I was hoping someone could help here with labeling topics by keywords into this format:
ID / TEXT
1 / I really liked the flavor, but the smell was bad.
2 / I loved the taste but I’m worried about the SLS
LOOKUP TABLE - topics with lists of keywords to search for below
Taste / Odor / Ingredients
flavor / smell / SLS
taste / odor / ingredients
yucky / fragrance / sulfate
DESIRED OUTPUT TABLE
ID / Topics
1 / Taste
1 / Odor
2 / Taste
2 / Ingredients
this workflow shows you two options.
Option 1: Without the text processing extension
Option 2: With the text processing extension
In option two the text processing extension allows you to make your workflow more robust, e.g. by removing punctuation and by lower casing all words. Of course all these steps could be also performed by a sequence of String Manipulation nodes.

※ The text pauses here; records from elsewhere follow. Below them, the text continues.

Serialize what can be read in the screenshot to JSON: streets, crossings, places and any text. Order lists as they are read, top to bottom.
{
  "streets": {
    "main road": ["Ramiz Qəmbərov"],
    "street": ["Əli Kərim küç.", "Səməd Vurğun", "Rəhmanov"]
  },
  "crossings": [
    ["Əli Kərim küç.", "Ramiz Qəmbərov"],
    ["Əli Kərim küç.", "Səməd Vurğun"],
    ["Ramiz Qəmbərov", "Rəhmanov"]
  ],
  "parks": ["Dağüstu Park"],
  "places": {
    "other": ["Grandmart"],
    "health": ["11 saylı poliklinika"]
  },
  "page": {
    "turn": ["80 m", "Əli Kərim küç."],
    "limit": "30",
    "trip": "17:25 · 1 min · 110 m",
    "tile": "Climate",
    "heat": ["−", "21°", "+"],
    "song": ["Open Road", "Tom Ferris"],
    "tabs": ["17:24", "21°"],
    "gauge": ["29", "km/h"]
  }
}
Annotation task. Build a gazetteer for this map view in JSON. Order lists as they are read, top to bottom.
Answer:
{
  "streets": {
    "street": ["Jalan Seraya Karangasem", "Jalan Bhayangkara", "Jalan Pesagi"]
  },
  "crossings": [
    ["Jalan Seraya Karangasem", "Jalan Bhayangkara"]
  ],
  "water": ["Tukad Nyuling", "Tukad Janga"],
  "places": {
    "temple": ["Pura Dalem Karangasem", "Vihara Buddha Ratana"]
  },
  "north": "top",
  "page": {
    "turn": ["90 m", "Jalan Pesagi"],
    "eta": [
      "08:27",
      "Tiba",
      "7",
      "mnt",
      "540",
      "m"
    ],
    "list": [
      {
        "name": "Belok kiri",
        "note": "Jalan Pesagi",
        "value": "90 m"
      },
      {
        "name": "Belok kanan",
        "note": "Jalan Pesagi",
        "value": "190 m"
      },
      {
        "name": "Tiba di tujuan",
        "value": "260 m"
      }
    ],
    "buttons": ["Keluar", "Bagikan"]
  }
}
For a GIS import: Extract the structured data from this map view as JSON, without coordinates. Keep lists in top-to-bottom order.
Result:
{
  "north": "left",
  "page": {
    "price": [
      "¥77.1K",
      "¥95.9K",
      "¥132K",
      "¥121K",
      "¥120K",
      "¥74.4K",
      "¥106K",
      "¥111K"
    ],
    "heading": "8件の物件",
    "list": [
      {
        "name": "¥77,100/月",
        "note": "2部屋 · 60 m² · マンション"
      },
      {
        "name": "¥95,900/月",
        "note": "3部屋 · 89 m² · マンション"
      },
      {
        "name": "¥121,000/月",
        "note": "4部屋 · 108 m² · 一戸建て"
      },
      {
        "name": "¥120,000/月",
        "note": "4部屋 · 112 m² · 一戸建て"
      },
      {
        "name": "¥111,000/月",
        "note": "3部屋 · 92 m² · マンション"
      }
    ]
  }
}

Please have a look at the two examples and let me know in case of any questions.
Thanks Kathrin! I didn’t like using the dictionary tagger since it doesnt label how i want. However, i figured i could just use a combination of your approaches and just JOIN based on the bag of words and the keywords converted to Terms.
But each step of the texprocessing nodes take a long time to run on 200,000 rows. so i’m going to test and see if just going the non-textprocessing approach is quicker with the cell splitter.
@Kathrin - Originally i had been using a series of rule engine nodes linked to a table creator and each table had rules for a single topic. This seemed quicker than these approaches here, but wasn’t easy to edit the keywords or topic lists. Any suggestions to go down that route?
This topic was automatically closed 182 days after the last reply. New replies are no longer allowed.